Task material section start
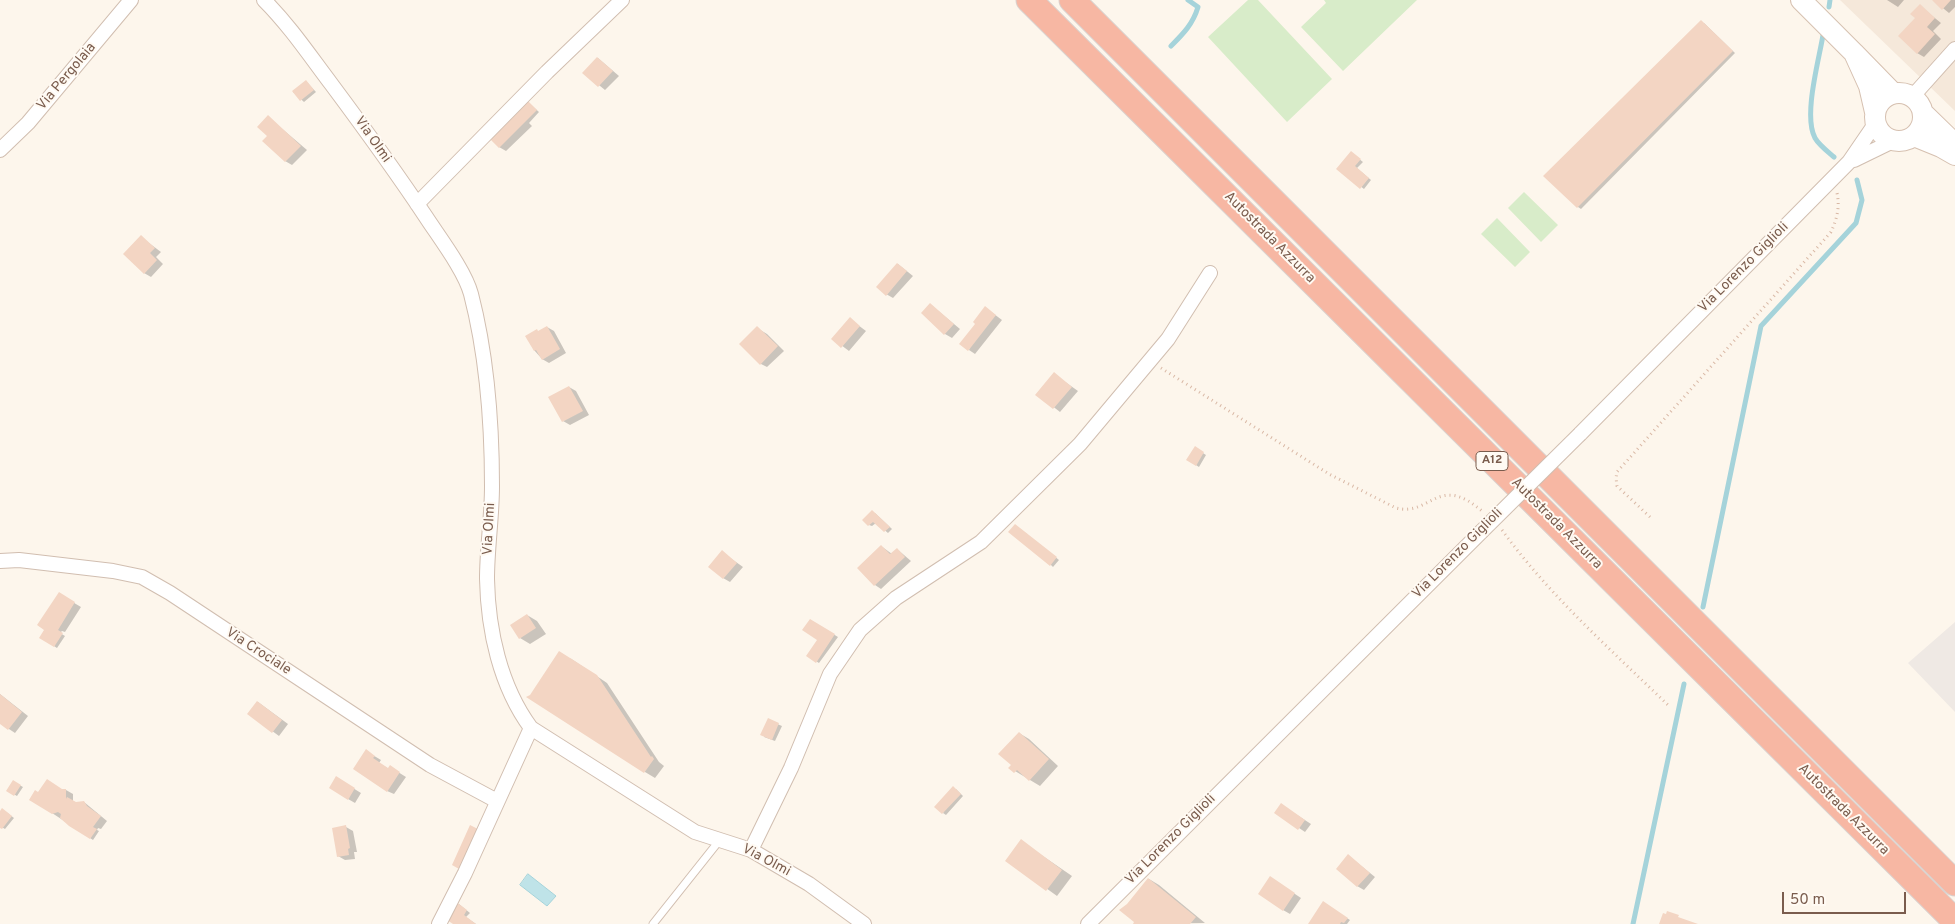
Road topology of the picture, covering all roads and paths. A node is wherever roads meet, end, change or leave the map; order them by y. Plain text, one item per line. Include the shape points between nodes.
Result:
1 (131, 0) edge
2 (264, 0) edge
3 (622, 0) edge
4 (1029, 0) edge
5 (1072, 0) edge
6 (1801, 0) edge
7 (1955, 49) edge
8 (1854, 53) junction
9 (1902, 95) junction
10 (1923, 113) junction
11 (1875, 118) junction
12 (1914, 136) junction
13 (1892, 141) junction
14 (1955, 144) edge
15 (0, 150) edge
16 (1955, 155) edge
17 (1849, 162) junction
18 (1833, 178) junction
19 (417, 204) junction
20 (1210, 273) dead end
21 (1150, 361) junction
22 (1487, 516) dead end
23 (1650, 517) dead end
24 (1500, 527) dead end
25 (0, 561) edge
26 (1668, 705) dead end
27 (531, 728) junction
28 (497, 801) junction
29 (719, 841) junction
30 (751, 850) junction
31 (1955, 883) edge
32 (1955, 921) edge
33 (439, 924) edge
34 (653, 924) edge
35 (864, 924) edge
36 (1088, 924) edge

1 - 15 street, Via Pergolaia via 28,123
2 - 19 street, Via Olmi via 298,38
3 - 19 street
4 - 32 highway, Autostrada Azzurra / A12
5 - 31 highway, Autostrada Azzurra / A12
6 - 8 main road
7 - 9 street
8 - 9 main road
8 - 11 main road via 1869,86
9 - 10 main road via 1921,107
9 - 11 main road via 1882,100
10 - 12 main road via 1922,126
10 - 14 main road
11 - 13 main road via 1879,132
11 - 17 street, Via Lorenzo Giglioli
12 - 13 main road via 1900,142
12 - 16 main road
13 - 17 street, Via Lorenzo Giglioli
17 - 18 street, Via Lorenzo Giglioli
18 - 23 path via 1838,219 1831,232 1617,472 1617,486
18 - 36 street, Via Lorenzo Giglioli, bridge
19 - 27 street, Via Olmi via 470,291 480,335 491,417 489,607 500,666 519,711
20 - 21 street
21 - 22 path via 1369,496 1405,510 1444,495 1454,496 1465,498
21 - 30 street via 1080,444 981,542 896,598 860,630 830,674 791,768
24 - 26 path via 1522,558 1565,605
25 - 28 street, Via Crociale via 20,560 142,577 430,765
27 - 28 street
27 - 29 street, Via Olmi via 694,832
28 - 33 street
29 - 30 street, Via Olmi
29 - 34 lane
30 - 35 street, Via Olmi via 808,884

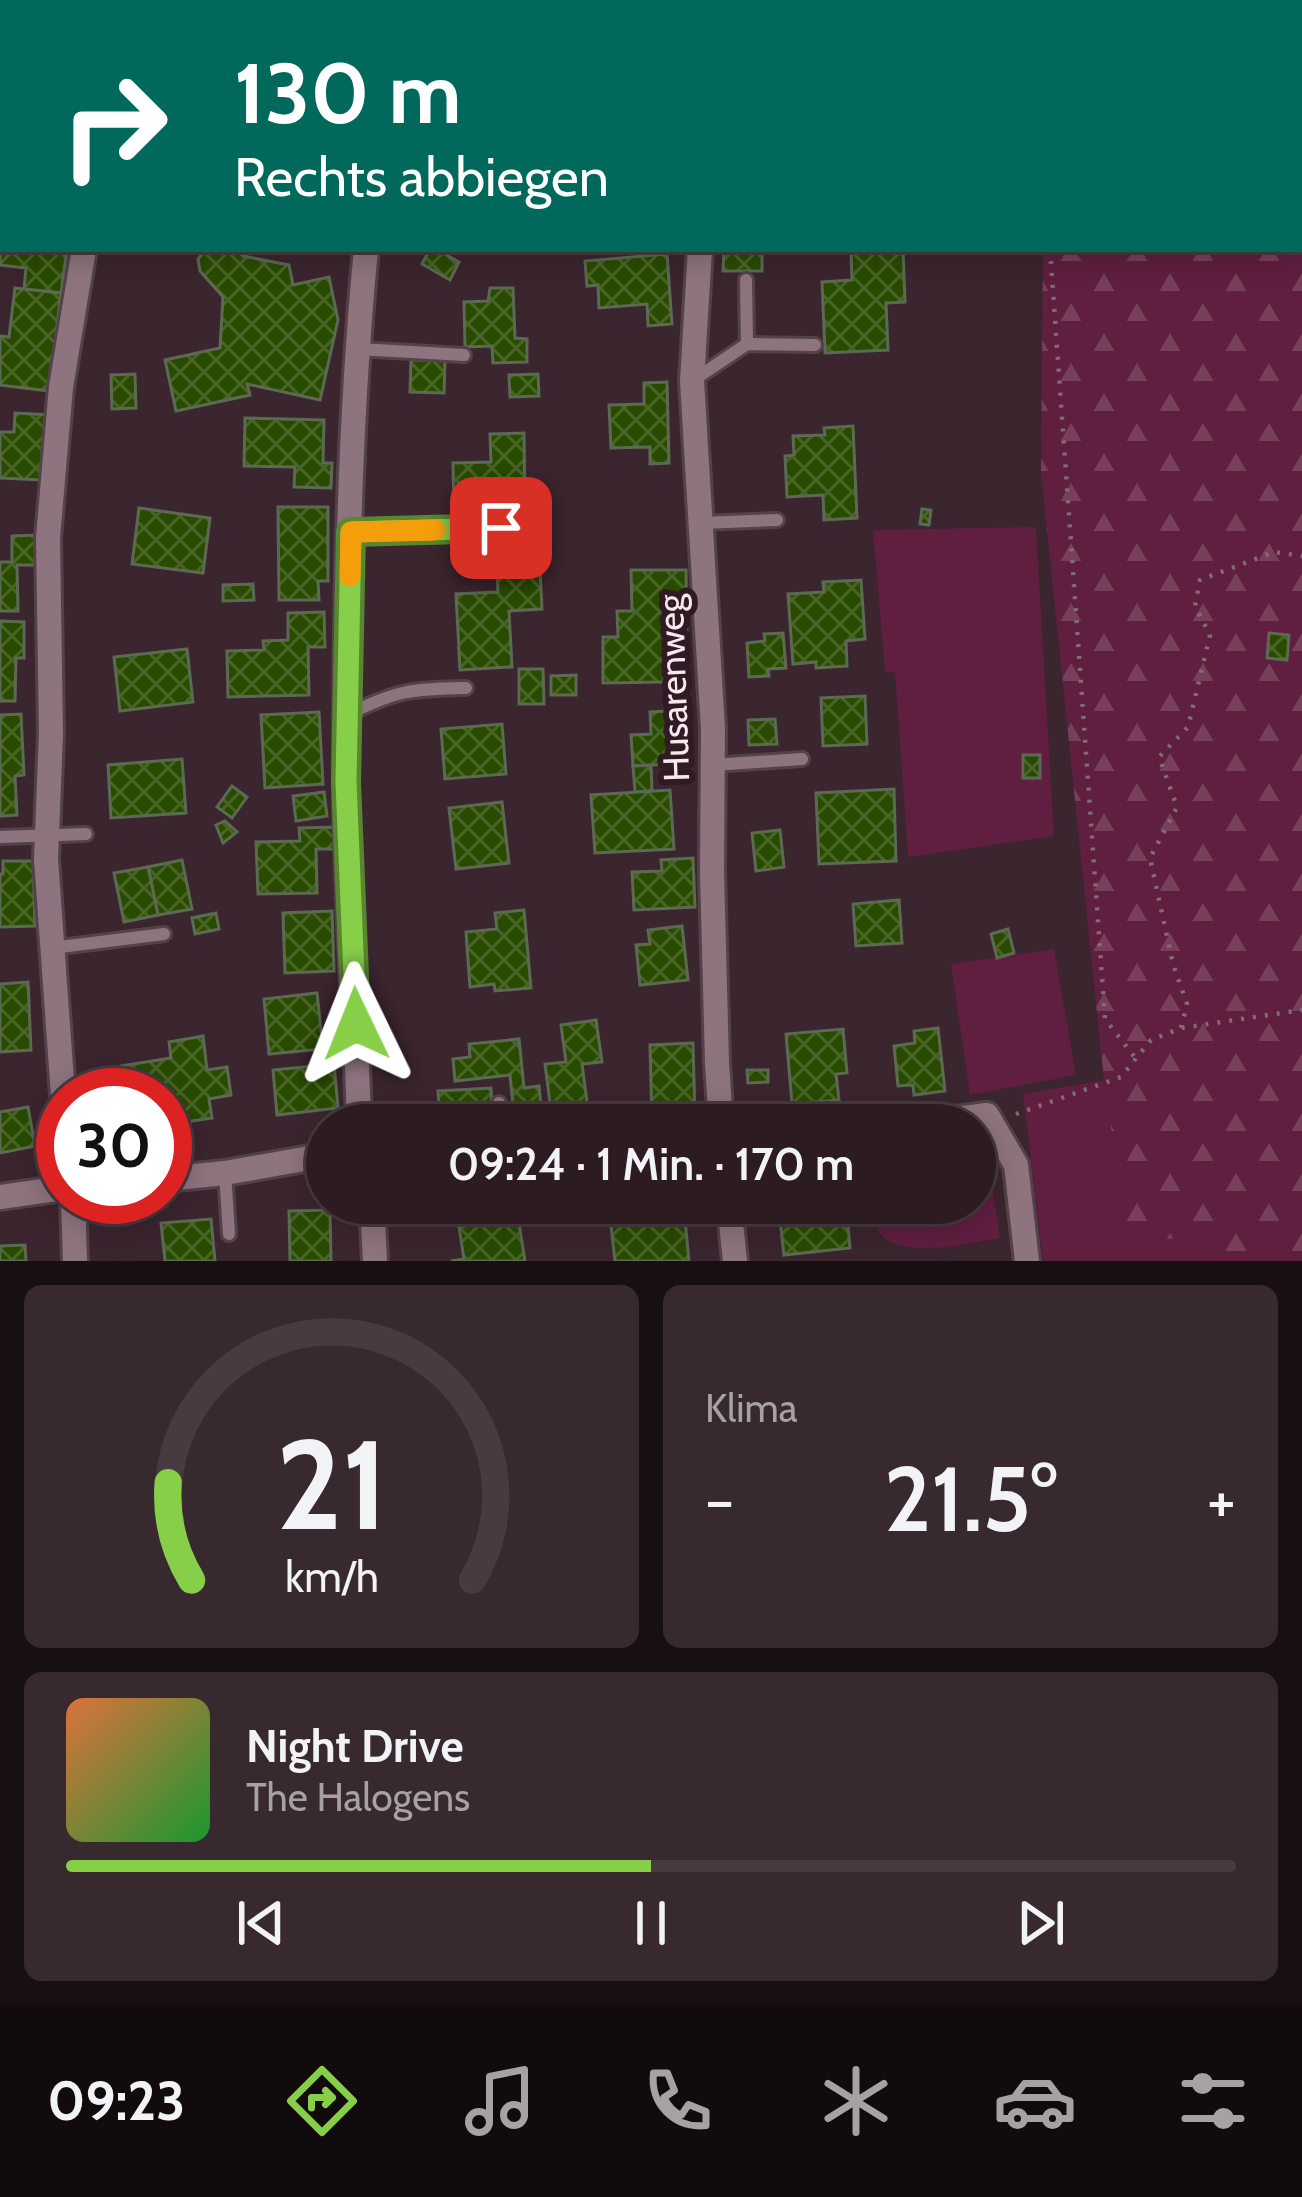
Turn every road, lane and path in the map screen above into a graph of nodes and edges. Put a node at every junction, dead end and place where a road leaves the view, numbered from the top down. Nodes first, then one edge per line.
1 (84, 252) edge
2 (366, 252) edge
3 (700, 252) edge
4 (1050, 252) edge
5 (746, 280) dead end
6 (747, 344) junction
7 (815, 345) dead end
8 (356, 349) junction
9 (464, 355) dead end
10 (692, 381) junction
11 (777, 520) dead end
12 (701, 523) junction
13 (501, 528) dead end
14 (351, 532) junction
15 (1302, 556) edge
16 (466, 688) dead end
17 (347, 715) junction
18 (802, 759) dead end
19 (713, 765) junction
20 (47, 834) junction
21 (86, 834) dead end
22 (0, 837) edge
23 (164, 934) dead end
24 (52, 948) junction
25 (1302, 1010) edge
26 (1181, 1028) junction
27 (1136, 1059) junction
28 (61, 1068) edge
29 (358, 1104) edge
30 (720, 1104) edge
31 (996, 1115) edge
32 (996, 1131) edge
33 (306, 1159) edge
34 (225, 1173) junction
35 (192, 1176) edge
36 (36, 1192) edge
37 (0, 1197) edge
38 (74, 1224) edge
39 (373, 1224) edge
40 (731, 1224) edge
41 (229, 1234) dead end
42 (75, 1261) edge
43 (375, 1261) edge
44 (735, 1261) edge
45 (1027, 1261) edge

1 - 20 street
2 - 8 street
3 - 10 street, Husarenweg
4 - 27 path
5 - 6 lane
6 - 7 lane
6 - 10 lane
8 - 9 lane
8 - 14 street
10 - 12 street, Husarenweg
11 - 12 lane
12 - 19 street, Husarenweg
13 - 14 lane
14 - 17 street
15 - 26 path
16 - 17 lane
17 - 29 street
18 - 19 lane
19 - 30 street, Husarenweg
20 - 21 lane
20 - 22 lane
20 - 24 street
23 - 24 lane
24 - 28 street
25 - 26 path
26 - 27 path
27 - 31 path
32 - 45 street
33 - 34 street
34 - 35 street
34 - 41 lane
36 - 37 street
38 - 42 street
39 - 43 street
40 - 44 street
Task material section end
● **The task**
Note every line of the records that holds the word "Olmi", and copy it.

● **Reply to the task**
2 - 19 street, Via Olmi via 298,38
19 - 27 street, Via Olmi via 470,291 480,335 491,417 489,607 500,666 519,711
27 - 29 street, Via Olmi via 694,832
29 - 30 street, Via Olmi
30 - 35 street, Via Olmi via 808,884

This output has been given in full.